• [Work required]
Look through the records below, and whenever a line contains "Water", copy it.

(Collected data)
*** Block opens ***
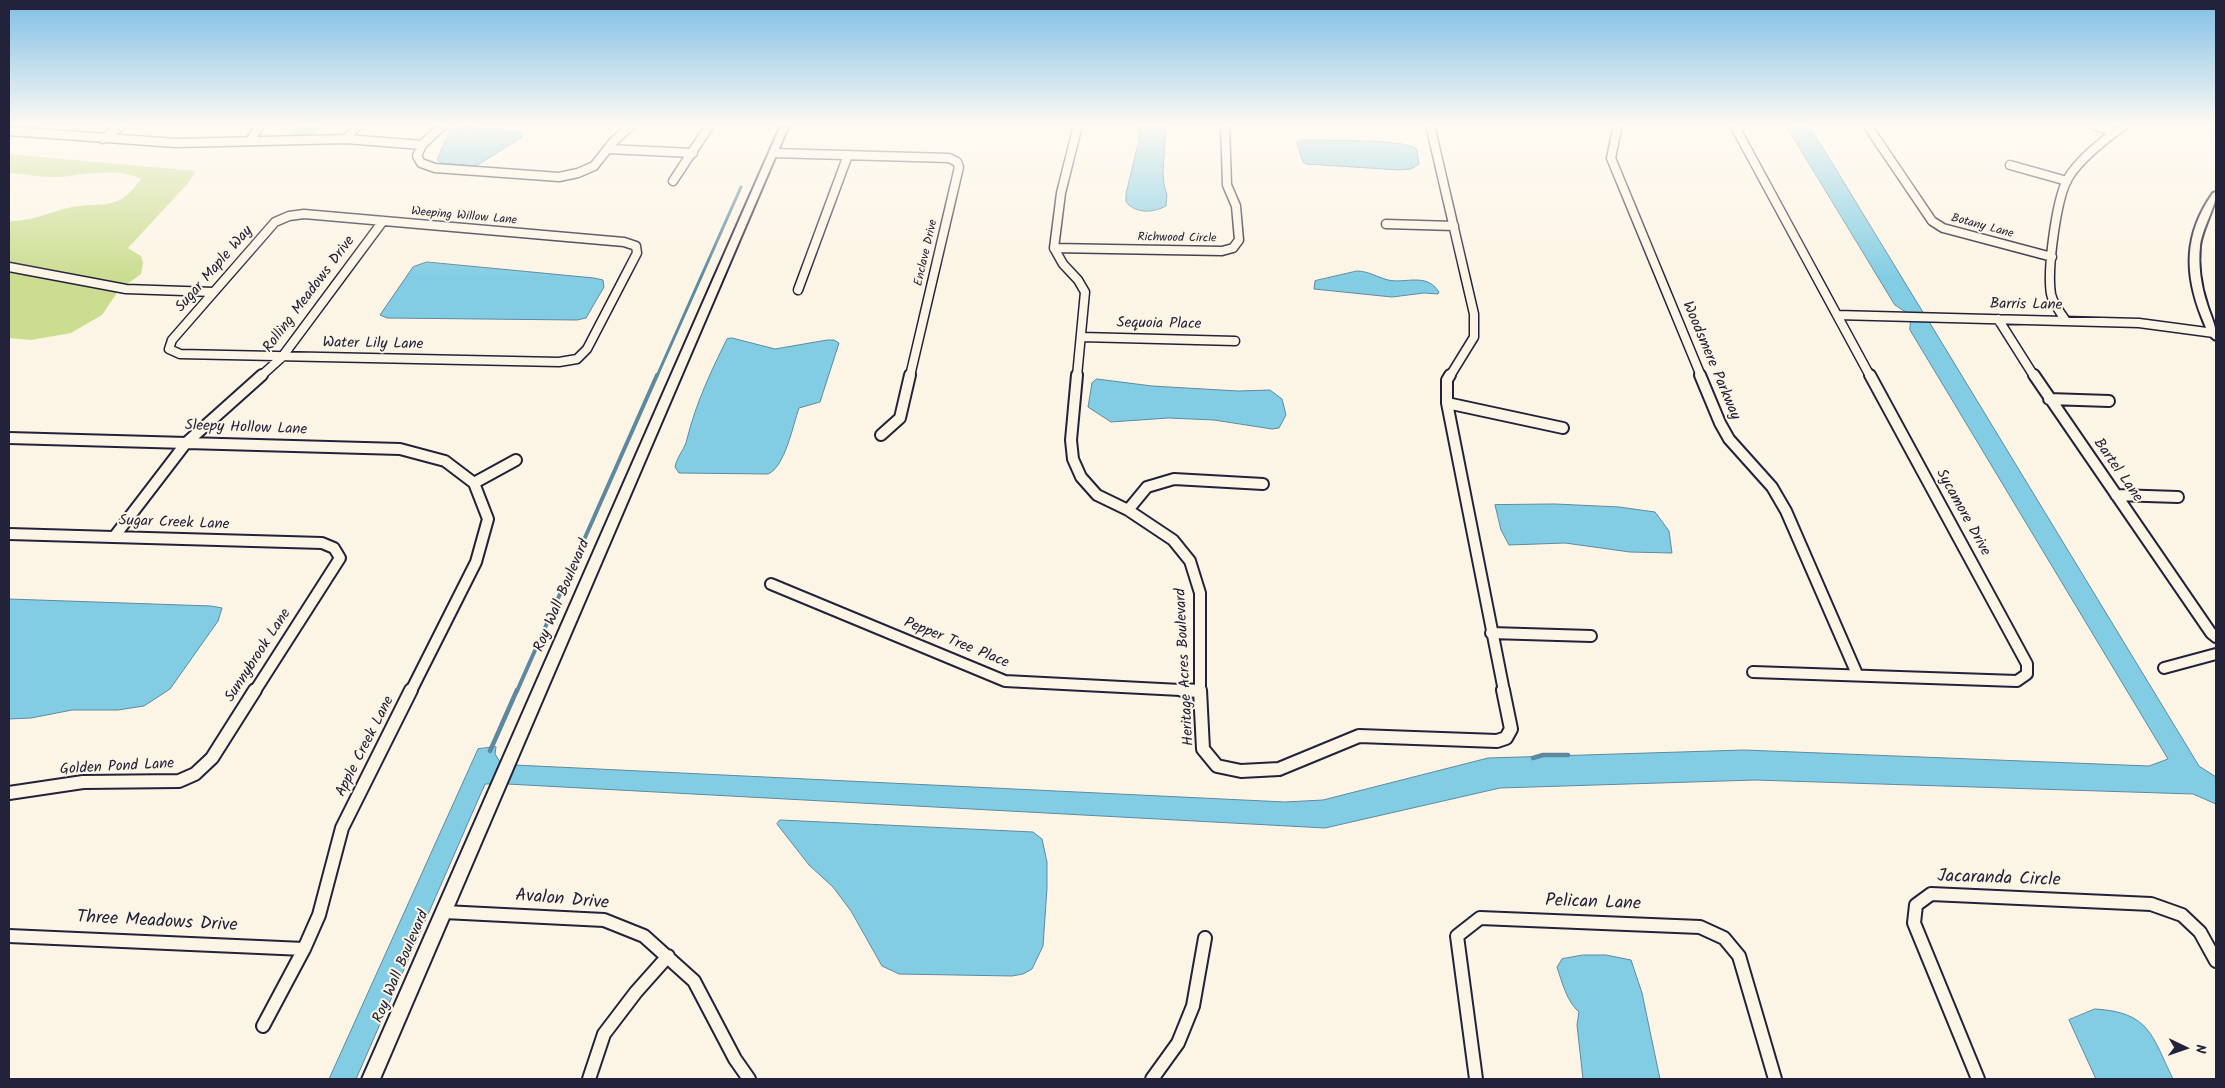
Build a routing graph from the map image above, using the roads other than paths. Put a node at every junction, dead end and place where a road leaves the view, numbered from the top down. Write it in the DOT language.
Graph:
graph roads {
  1 [pos="542,176"];
  2 [pos="565,176"];
  3 [pos="677,176"];
  4 [pos="763,176"];
  5 [pos="840,176"];
  6 [pos="957,176"];
  7 [pos="1065,176"];
  8 [pos="1227,176"];
  9 [pos="1442,176"];
  10 [pos="1618,176"];
  11 [pos="1762,176"];
  12 [pos="1902,176"];
  13 [pos="2048,176"];
  14 [pos="2072,176"];
  15 [pos="673,181"];
  16 [pos="2067,181"];
  17 [pos="2216,195"];
  18 [pos="288,216"];
  19 [pos="383,221"];
  20 [pos="1386,224"];
  21 [pos="1454,226"];
  22 [pos="1054,248"];
  23 [pos="2052,257"];
  24 [pos="9,268"];
  25 [pos="798,290"];
  26 [pos="213,292"];
  27 [pos="1837,315"];
  28 [pos="1998,319"];
  29 [pos="2066,321"];
  30 [pos="2215,335"];
  31 [pos="1082,337"];
  32 [pos="1236,340"];
  33 [pos="169,349"];
  34 [pos="282,357"];
  35 [pos="577,359"];
  36 [pos="2048,398"];
  37 [pos="2109,401"];
  38 [pos="1447,403"];
  39 [pos="1563,428"];
  40 [pos="881,435"];
  41 [pos="9,438"];
  42 [pos="186,443"];
  43 [pos="516,460"];
  44 [pos="474,483"];
  45 [pos="1263,484"];
  46 [pos="2116,495"];
  47 [pos="2178,497"];
  48 [pos="1128,510"];
  49 [pos="9,534"];
  50 [pos="114,537"];
  51 [pos="337,550"];
  52 [pos="771,584"];
  53 [pos="1491,633"];
  54 [pos="1591,636"];
  55 [pos="2216,637"];
  56 [pos="2216,654"];
  57 [pos="2164,668"];
  58 [pos="1753,672"];
  59 [pos="1857,674"];
  60 [pos="1200,691"];
  61 [pos="195,774"];
  62 [pos="9,793"];
  63 [pos="444,912"];
  64 [pos="9,936"];
  65 [pos="1206,938"];
  66 [pos="304,949"];
  67 [pos="668,956"];
  68 [pos="2216,961"];
  69 [pos="263,1026"];
  70 [pos="371,1079"];
  71 [pos="589,1079"];
  72 [pos="749,1079"];
  73 [pos="1152,1079"];
  74 [pos="1476,1079"];
  75 [pos="1775,1079"];
  76 [pos="1978,1079"];
  1 -- 2 [label="street"];
  3 -- 15 [label="street"];
  4 -- 63 [label="street, Roy Wall Boulevard"];
  5 -- 25 [label="street"];
  6 -- 40 [label="street, Enclave Drive"];
  7 -- 22 [label="street"];
  8 -- 22 [label="street, Richwood Circle"];
  9 -- 21 [label="street, Heritage Acres Boulevard"];
  10 -- 59 [label="street, Woodsmere Parkway"];
  11 -- 27 [label="street, Sycamore Drive"];
  12 -- 23 [label="street, Botany Lane"];
  13 -- 16 [label="street"];
  14 -- 16 [label="street"];
  16 -- 23 [label="street"];
  17 -- 30 [label="street"];
  18 -- 19 [label="street, Weeping Willow Lane"];
  18 -- 26 [label="street, Sugar Maple Way"];
  19 -- 34 [label="street, Rolling Meadows Drive"];
  19 -- 35 [label="street, Weeping Willow Lane"];
  20 -- 21 [label="street"];
  21 -- 38 [label="street, Heritage Acres Boulevard"];
  22 -- 31 [label="street, Heritage Acres Boulevard"];
  23 -- 29 [label="street"];
  24 -- 26 [label="street"];
  26 -- 33 [label="street, Sugar Maple Way"];
  27 -- 28 [label="street, Barris Lane"];
  27 -- 59 [label="street, Sycamore Drive"];
  28 -- 29 [label="street, Barris Lane"];
  28 -- 36 [label="street, Bartel Lane"];
  29 -- 30 [label="street, Barris Lane"];
  31 -- 32 [label="street, Sequoia Place"];
  31 -- 48 [label="street, Heritage Acres Boulevard"];
  33 -- 34 [label="street, Water Lily Lane"];
  34 -- 35 [label="street, Water Lily Lane"];
  34 -- 42 [label="street, Rolling Meadows Drive"];
  36 -- 37 [label="street"];
  36 -- 46 [label="street, Bartel Lane"];
  38 -- 39 [label="street"];
  38 -- 53 [label="street, Heritage Acres Boulevard"];
  41 -- 42 [label="street, Sleepy Hollow Lane"];
  42 -- 44 [label="street, Sleepy Hollow Lane"];
  42 -- 50 [label="street, Rolling Meadows Drive"];
  43 -- 44 [label="street"];
  44 -- 66 [label="street, Apple Creek Lane"];
  45 -- 48 [label="street"];
  46 -- 47 [label="street"];
  46 -- 55 [label="street, Bartel Lane"];
  48 -- 60 [label="street, Heritage Acres Boulevard"];
  49 -- 50 [label="street, Sugar Creek Lane"];
  50 -- 51 [label="street, Sugar Creek Lane"];
  51 -- 61 [label="street, Sunnybrook Lane"];
  52 -- 60 [label="street, Pepper Tree Place"];
  53 -- 54 [label="street"];
  53 -- 60 [label="street, Heritage Acres Boulevard"];
  56 -- 57 [label="street"];
  58 -- 59 [label="street, Sycamore Drive"];
  61 -- 62 [label="street, Golden Pond Lane"];
  63 -- 67 [label="street, Avalon Drive"];
  63 -- 70 [label="street, Roy Wall Boulevard"];
  64 -- 66 [label="street, Three Meadows Drive"];
  65 -- 73 [label="street"];
  66 -- 69 [label="street, Apple Creek Lane"];
  67 -- 71 [label="street"];
  67 -- 72 [label="street, Avalon Drive"];
  68 -- 76 [label="street, Jacaranda Circle"];
  74 -- 75 [label="street, Pelican Lane"];
}
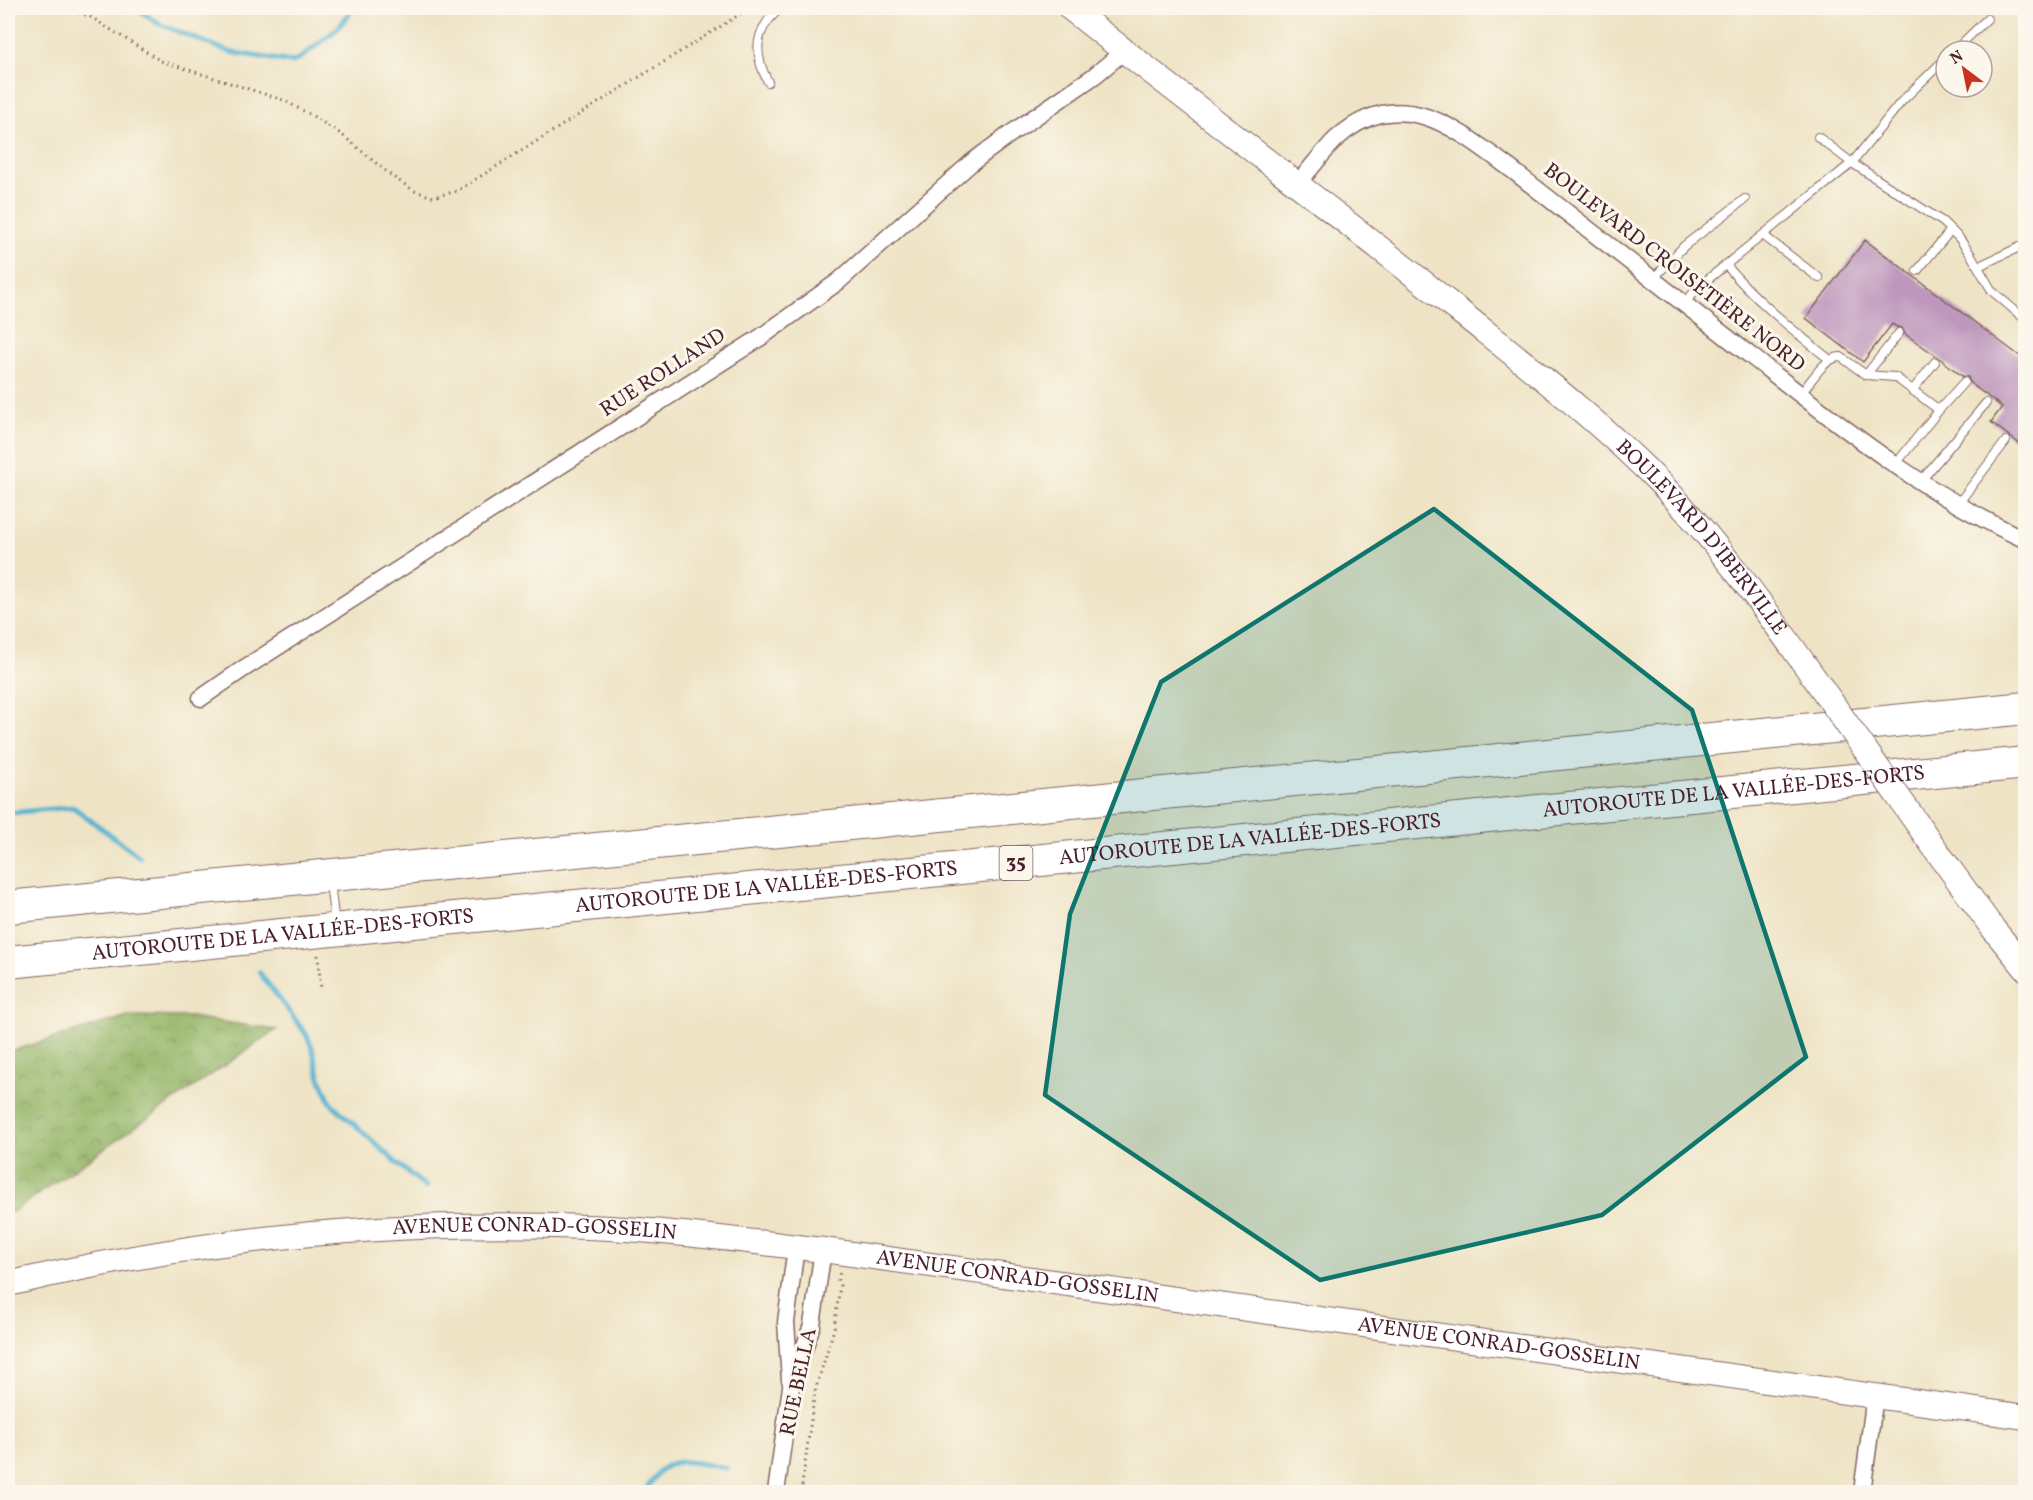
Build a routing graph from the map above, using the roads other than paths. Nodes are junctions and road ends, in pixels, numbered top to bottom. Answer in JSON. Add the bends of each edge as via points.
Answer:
{"nodes":[{"id":1,"x":781,"y":8,"type":"edge"},
{"id":2,"x":1070,"y":8,"type":"edge"},
{"id":3,"x":1987,"y":19,"type":"dead end"},
{"id":4,"x":1966,"y":39,"type":"edge"},
{"id":5,"x":1123,"y":50,"type":"junction"},
{"id":6,"x":1934,"y":70,"type":"edge"},
{"id":7,"x":768,"y":82,"type":"dead end"},
{"id":8,"x":1818,"y":137,"type":"dead end"},
{"id":9,"x":1852,"y":163,"type":"junction"},
{"id":10,"x":1297,"y":184,"type":"junction"},
{"id":11,"x":1745,"y":200,"type":"dead end"},
{"id":12,"x":1951,"y":230,"type":"junction"},
{"id":13,"x":1764,"y":236,"type":"junction"},
{"id":14,"x":2025,"y":244,"type":"edge"},
{"id":15,"x":1726,"y":265,"type":"junction"},
{"id":16,"x":1979,"y":266,"type":"junction"},
{"id":17,"x":1917,"y":271,"type":"dead end"},
{"id":18,"x":1819,"y":278,"type":"dead end"},
{"id":19,"x":1652,"y":280,"type":"junction"},
{"id":20,"x":1683,"y":304,"type":"junction"},
{"id":21,"x":2025,"y":320,"type":"edge"},
{"id":22,"x":1899,"y":333,"type":"dead end"},
{"id":23,"x":1830,"y":360,"type":"junction"},
{"id":24,"x":1935,"y":362,"type":"dead end"},
{"id":25,"x":1866,"y":375,"type":"junction"},
{"id":26,"x":1964,"y":382,"type":"dead end"},
{"id":27,"x":1912,"y":391,"type":"junction"},
{"id":28,"x":1800,"y":395,"type":"junction"},
{"id":29,"x":1986,"y":403,"type":"dead end"},
{"id":30,"x":1939,"y":410,"type":"junction"},
{"id":31,"x":2006,"y":441,"type":"dead end"},
{"id":32,"x":1895,"y":465,"type":"junction"},
{"id":33,"x":1920,"y":482,"type":"junction"},
{"id":34,"x":1957,"y":505,"type":"junction"},
{"id":35,"x":2025,"y":540,"type":"edge"},
{"id":36,"x":201,"y":698,"type":"dead end"},
{"id":37,"x":2025,"y":708,"type":"edge"},
{"id":38,"x":2025,"y":763,"type":"edge"},
{"id":39,"x":330,"y":875,"type":"junction"},
{"id":40,"x":8,"y":907,"type":"edge"},
{"id":41,"x":326,"y":931,"type":"junction"},
{"id":42,"x":8,"y":962,"type":"edge"},
{"id":43,"x":2025,"y":969,"type":"edge"},
{"id":44,"x":796,"y":1246,"type":"junction"},
{"id":45,"x":823,"y":1250,"type":"junction"},
{"id":46,"x":8,"y":1284,"type":"edge"},
{"id":47,"x":790,"y":1387,"type":"junction"},
{"id":48,"x":1875,"y":1396,"type":"junction"},
{"id":49,"x":2025,"y":1417,"type":"edge"},
{"id":50,"x":776,"y":1492,"type":"edge"},
{"id":51,"x":1862,"y":1492,"type":"edge"}],
"edges":[{"from":1,"to":7,"type":"lane","via":[[764,25],[760,37],[760,66]]},
{"from":2,"to":5,"type":"street","name":"BOULEVARD D'IBERVILLE"},
{"from":3,"to":4,"type":"lane"},
{"from":5,"to":10,"type":"street","name":"BOULEVARD D'IBERVILLE"},
{"from":5,"to":36,"type":"street","name":"RUE ROLLAND","via":[[1094,76],[971,163],[839,281],[782,323]]},
{"from":6,"to":9,"type":"lane","via":[[1901,102]]},
{"from":8,"to":9,"type":"lane"},
{"from":9,"to":12,"type":"lane"},
{"from":9,"to":13,"type":"lane"},
{"from":10,"to":19,"type":"street","name":"BOULEVARD CROISETIÈRE NORD","via":[[1330,145],[1354,126],[1386,114],[1426,116],[1466,136]]},
{"from":10,"to":43,"type":"street","name":"BOULEVARD D'IBERVILLE","bridge":true,"via":[[1568,398],[1680,504],[1730,562]]},
{"from":11,"to":19,"type":"lane","via":[[1684,246]]},
{"from":12,"to":16,"type":"lane"},
{"from":12,"to":17,"type":"lane"},
{"from":13,"to":15,"type":"lane"},
{"from":13,"to":18,"type":"lane"},
{"from":14,"to":16,"type":"lane"},
{"from":15,"to":20,"type":"lane"},
{"from":15,"to":23,"type":"lane","via":[[1786,324]]},
{"from":16,"to":21,"type":"lane","via":[[1992,291]]},
{"from":19,"to":20,"type":"street","name":"BOULEVARD CROISETIÈRE NORD"},
{"from":20,"to":28,"type":"street","name":"BOULEVARD CROISETIÈRE NORD"},
{"from":22,"to":25,"type":"lane"},
{"from":23,"to":25,"type":"lane","via":[[1841,357]]},
{"from":23,"to":28,"type":"lane"},
{"from":24,"to":27,"type":"lane"},
{"from":25,"to":27,"type":"lane","via":[[1895,378]]},
{"from":26,"to":30,"type":"lane"},
{"from":27,"to":30,"type":"lane"},
{"from":28,"to":32,"type":"street","name":"BOULEVARD CROISETIÈRE NORD"},
{"from":29,"to":33,"type":"lane"},
{"from":30,"to":32,"type":"lane"},
{"from":31,"to":34,"type":"lane"},
{"from":32,"to":33,"type":"street","name":"BOULEVARD CROISETIÈRE NORD"},
{"from":33,"to":34,"type":"street","name":"BOULEVARD CROISETIÈRE NORD"},
{"from":34,"to":35,"type":"street","name":"BOULEVARD CROISETIÈRE NORD"},
{"from":37,"to":39,"type":"highway"},
{"from":38,"to":41,"type":"highway","name":"AUTOROUTE DE LA VALLÉE-DES-FORTS","number":"35"},
{"from":39,"to":40,"type":"highway"},
{"from":39,"to":41,"type":"lane"},
{"from":41,"to":42,"type":"highway","name":"AUTOROUTE DE LA VALLÉE-DES-FORTS","number":"35"},
{"from":44,"to":45,"type":"street","name":"AVENUE CONRAD-GOSSELIN"},
{"from":44,"to":46,"type":"street","name":"AVENUE CONRAD-GOSSELIN","via":[[590,1227],[435,1227],[293,1236],[194,1248]]},
{"from":44,"to":47,"type":"street","name":"RUE BELLA","via":[[786,1322]]},
{"from":45,"to":47,"type":"street","name":"RUE BELLA","via":[[812,1325]]},
{"from":45,"to":48,"type":"street","name":"AVENUE CONRAD-GOSSELIN"},
{"from":47,"to":50,"type":"street","name":"RUE BELLA"},
{"from":48,"to":49,"type":"street","name":"AVENUE CONRAD-GOSSELIN"},
{"from":48,"to":51,"type":"street"}]}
*** Block closes ***
• [Result for this exercise]
  33 -- 34 [label="street, Water Lily Lane"];
  34 -- 35 [label="street, Water Lily Lane"];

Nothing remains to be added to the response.